- [PROBLEM]:
Produce as output only the lines below starting at the line with "thumb tip: (372, 459)" and continuing through the line with "pinky tip: (478, 407)", each one exactly as written.

▼

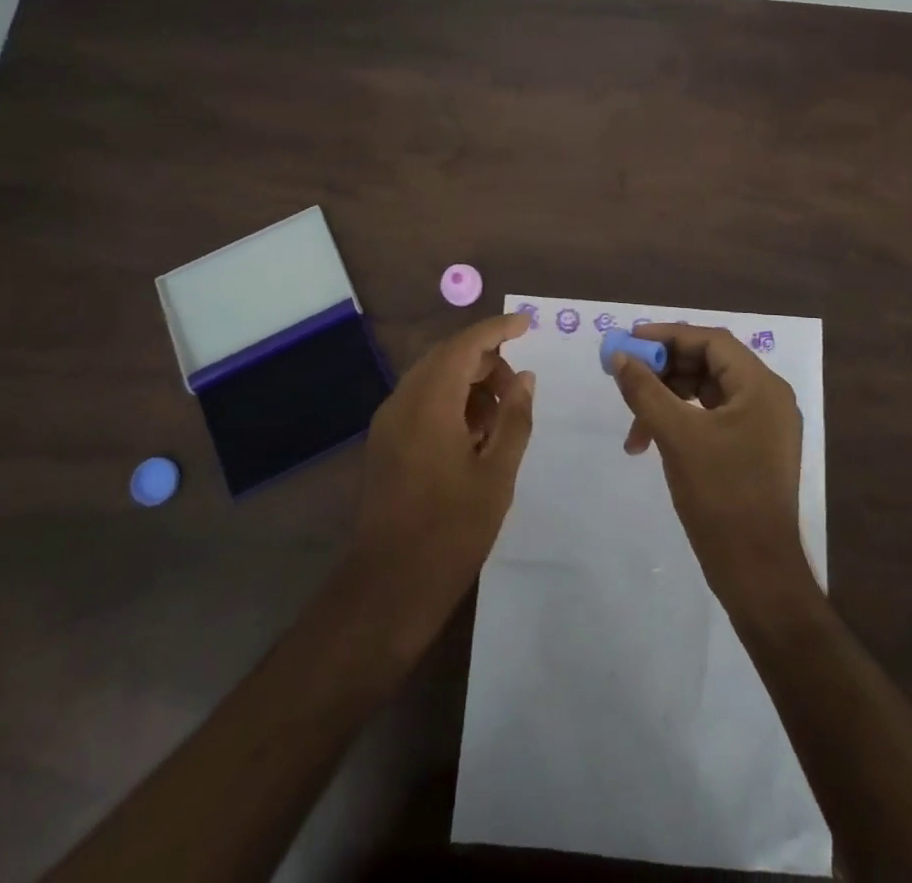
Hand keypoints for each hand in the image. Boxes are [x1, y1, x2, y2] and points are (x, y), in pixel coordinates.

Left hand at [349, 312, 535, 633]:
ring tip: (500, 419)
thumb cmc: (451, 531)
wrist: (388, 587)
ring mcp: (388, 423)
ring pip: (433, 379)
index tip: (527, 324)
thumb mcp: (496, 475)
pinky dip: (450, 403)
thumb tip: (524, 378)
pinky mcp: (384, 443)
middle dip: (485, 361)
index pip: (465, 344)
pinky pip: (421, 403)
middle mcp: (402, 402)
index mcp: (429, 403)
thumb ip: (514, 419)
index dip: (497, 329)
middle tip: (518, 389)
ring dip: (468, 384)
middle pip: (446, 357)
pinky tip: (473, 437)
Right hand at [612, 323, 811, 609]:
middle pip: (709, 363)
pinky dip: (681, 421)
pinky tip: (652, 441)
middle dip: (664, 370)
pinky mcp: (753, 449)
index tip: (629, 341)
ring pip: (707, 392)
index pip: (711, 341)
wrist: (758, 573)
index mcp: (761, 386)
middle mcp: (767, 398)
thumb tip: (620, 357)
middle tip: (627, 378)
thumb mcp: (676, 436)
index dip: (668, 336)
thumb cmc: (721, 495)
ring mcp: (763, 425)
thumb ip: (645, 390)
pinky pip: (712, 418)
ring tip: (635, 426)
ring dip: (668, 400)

▲
▼

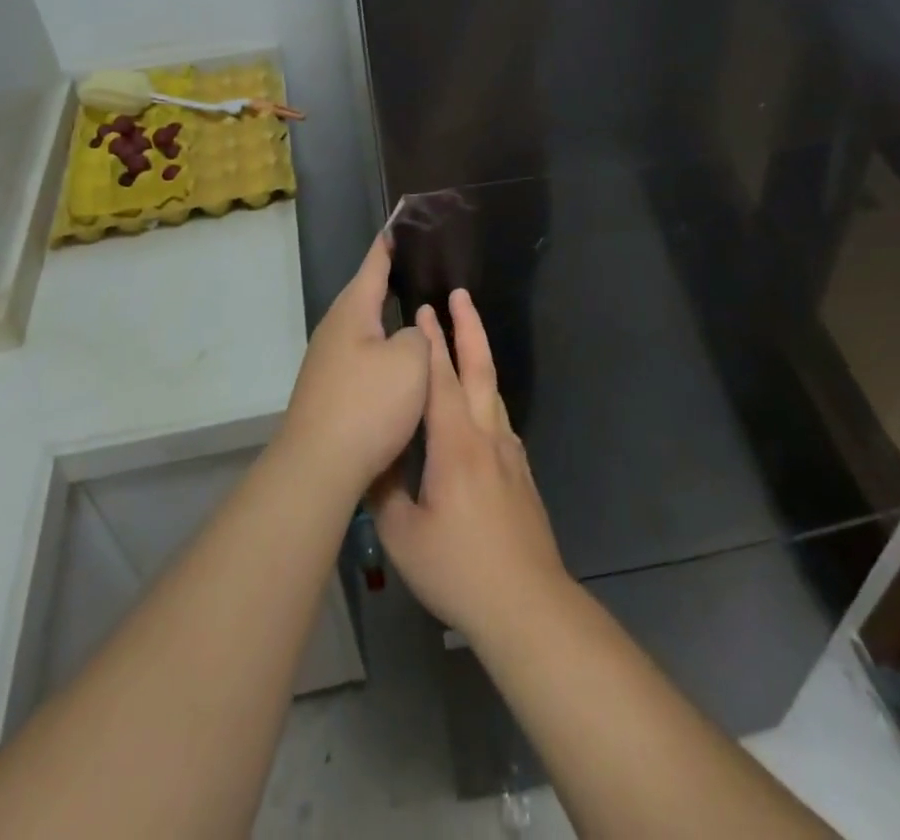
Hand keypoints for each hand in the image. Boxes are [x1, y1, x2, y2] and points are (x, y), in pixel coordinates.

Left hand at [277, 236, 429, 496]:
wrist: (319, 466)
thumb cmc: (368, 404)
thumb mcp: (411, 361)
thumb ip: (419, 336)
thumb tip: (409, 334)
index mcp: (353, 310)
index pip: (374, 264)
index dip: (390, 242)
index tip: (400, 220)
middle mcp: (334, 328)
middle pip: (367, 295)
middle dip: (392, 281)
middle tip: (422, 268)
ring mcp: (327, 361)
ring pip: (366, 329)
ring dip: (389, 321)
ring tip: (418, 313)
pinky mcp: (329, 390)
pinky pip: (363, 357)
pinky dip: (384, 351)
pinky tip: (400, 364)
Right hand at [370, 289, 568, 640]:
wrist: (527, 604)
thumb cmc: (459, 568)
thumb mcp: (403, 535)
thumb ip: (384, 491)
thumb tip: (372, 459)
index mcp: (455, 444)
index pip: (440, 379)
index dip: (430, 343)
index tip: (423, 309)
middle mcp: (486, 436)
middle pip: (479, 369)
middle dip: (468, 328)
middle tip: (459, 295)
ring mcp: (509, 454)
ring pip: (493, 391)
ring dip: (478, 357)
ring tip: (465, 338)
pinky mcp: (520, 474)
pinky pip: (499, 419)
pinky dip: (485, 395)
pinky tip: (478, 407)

▲

- [ANSWER BOX]:
thumb tip: (372, 459)
index mcp: (455, 444)
index pip: (440, 379)
index dip: (430, 343)
index tip: (423, 309)
middle mcp: (486, 436)
middle pip: (479, 369)
middle dip: (468, 328)
middle tip: (459, 295)
ring mcp: (509, 454)
ring pip: (493, 391)
ring dip: (478, 357)
ring tip: (465, 338)
pinky mcp: (520, 474)
pinky pip: (499, 419)
pinky dip: (485, 395)
pinky tip: (478, 407)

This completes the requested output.